What is required:
Could you return every line of the records below that contains the word "PAUL"?

Stored items:
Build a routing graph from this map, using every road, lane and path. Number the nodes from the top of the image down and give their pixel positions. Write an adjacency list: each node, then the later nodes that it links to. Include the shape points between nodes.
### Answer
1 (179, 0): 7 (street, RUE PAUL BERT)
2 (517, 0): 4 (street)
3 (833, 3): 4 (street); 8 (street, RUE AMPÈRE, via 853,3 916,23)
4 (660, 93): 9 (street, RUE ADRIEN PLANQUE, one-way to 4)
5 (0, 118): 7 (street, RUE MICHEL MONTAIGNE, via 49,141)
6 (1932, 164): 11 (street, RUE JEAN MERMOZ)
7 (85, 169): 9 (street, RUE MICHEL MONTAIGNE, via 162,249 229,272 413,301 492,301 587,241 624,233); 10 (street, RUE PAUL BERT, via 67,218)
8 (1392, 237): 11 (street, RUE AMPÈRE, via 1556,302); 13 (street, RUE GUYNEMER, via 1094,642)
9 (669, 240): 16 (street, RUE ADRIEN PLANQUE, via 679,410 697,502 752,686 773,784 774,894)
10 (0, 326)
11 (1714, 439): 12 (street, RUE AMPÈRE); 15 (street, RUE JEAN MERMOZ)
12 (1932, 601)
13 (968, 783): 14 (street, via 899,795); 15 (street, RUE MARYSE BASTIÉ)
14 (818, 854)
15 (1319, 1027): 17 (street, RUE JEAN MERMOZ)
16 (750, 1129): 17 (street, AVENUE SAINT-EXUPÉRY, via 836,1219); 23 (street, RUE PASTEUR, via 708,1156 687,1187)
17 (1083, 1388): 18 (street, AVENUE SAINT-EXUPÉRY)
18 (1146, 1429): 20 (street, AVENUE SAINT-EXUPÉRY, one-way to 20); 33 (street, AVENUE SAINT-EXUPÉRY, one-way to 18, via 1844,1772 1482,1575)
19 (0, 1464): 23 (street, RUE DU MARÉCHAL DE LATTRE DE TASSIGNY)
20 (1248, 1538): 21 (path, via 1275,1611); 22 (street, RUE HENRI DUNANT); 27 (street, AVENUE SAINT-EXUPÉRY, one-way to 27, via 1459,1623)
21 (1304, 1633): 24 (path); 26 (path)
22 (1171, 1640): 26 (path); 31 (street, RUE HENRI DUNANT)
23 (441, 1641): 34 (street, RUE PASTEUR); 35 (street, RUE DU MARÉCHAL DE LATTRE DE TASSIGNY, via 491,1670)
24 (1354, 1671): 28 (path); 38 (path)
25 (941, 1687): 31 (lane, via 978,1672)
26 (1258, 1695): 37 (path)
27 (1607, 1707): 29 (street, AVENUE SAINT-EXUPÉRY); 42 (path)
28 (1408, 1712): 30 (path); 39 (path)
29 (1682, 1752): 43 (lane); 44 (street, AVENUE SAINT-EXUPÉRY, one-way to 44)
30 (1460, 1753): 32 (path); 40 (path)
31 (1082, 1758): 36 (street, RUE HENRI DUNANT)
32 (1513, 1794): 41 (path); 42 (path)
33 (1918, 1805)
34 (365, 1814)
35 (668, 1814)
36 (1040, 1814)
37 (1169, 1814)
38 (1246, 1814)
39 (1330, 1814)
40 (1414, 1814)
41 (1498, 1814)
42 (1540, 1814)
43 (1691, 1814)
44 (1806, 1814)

Exercise answer:
1 (179, 0): 7 (street, RUE PAUL BERT)
7 (85, 169): 9 (street, RUE MICHEL MONTAIGNE, via 162,249 229,272 413,301 492,301 587,241 624,233); 10 (street, RUE PAUL BERT, via 67,218)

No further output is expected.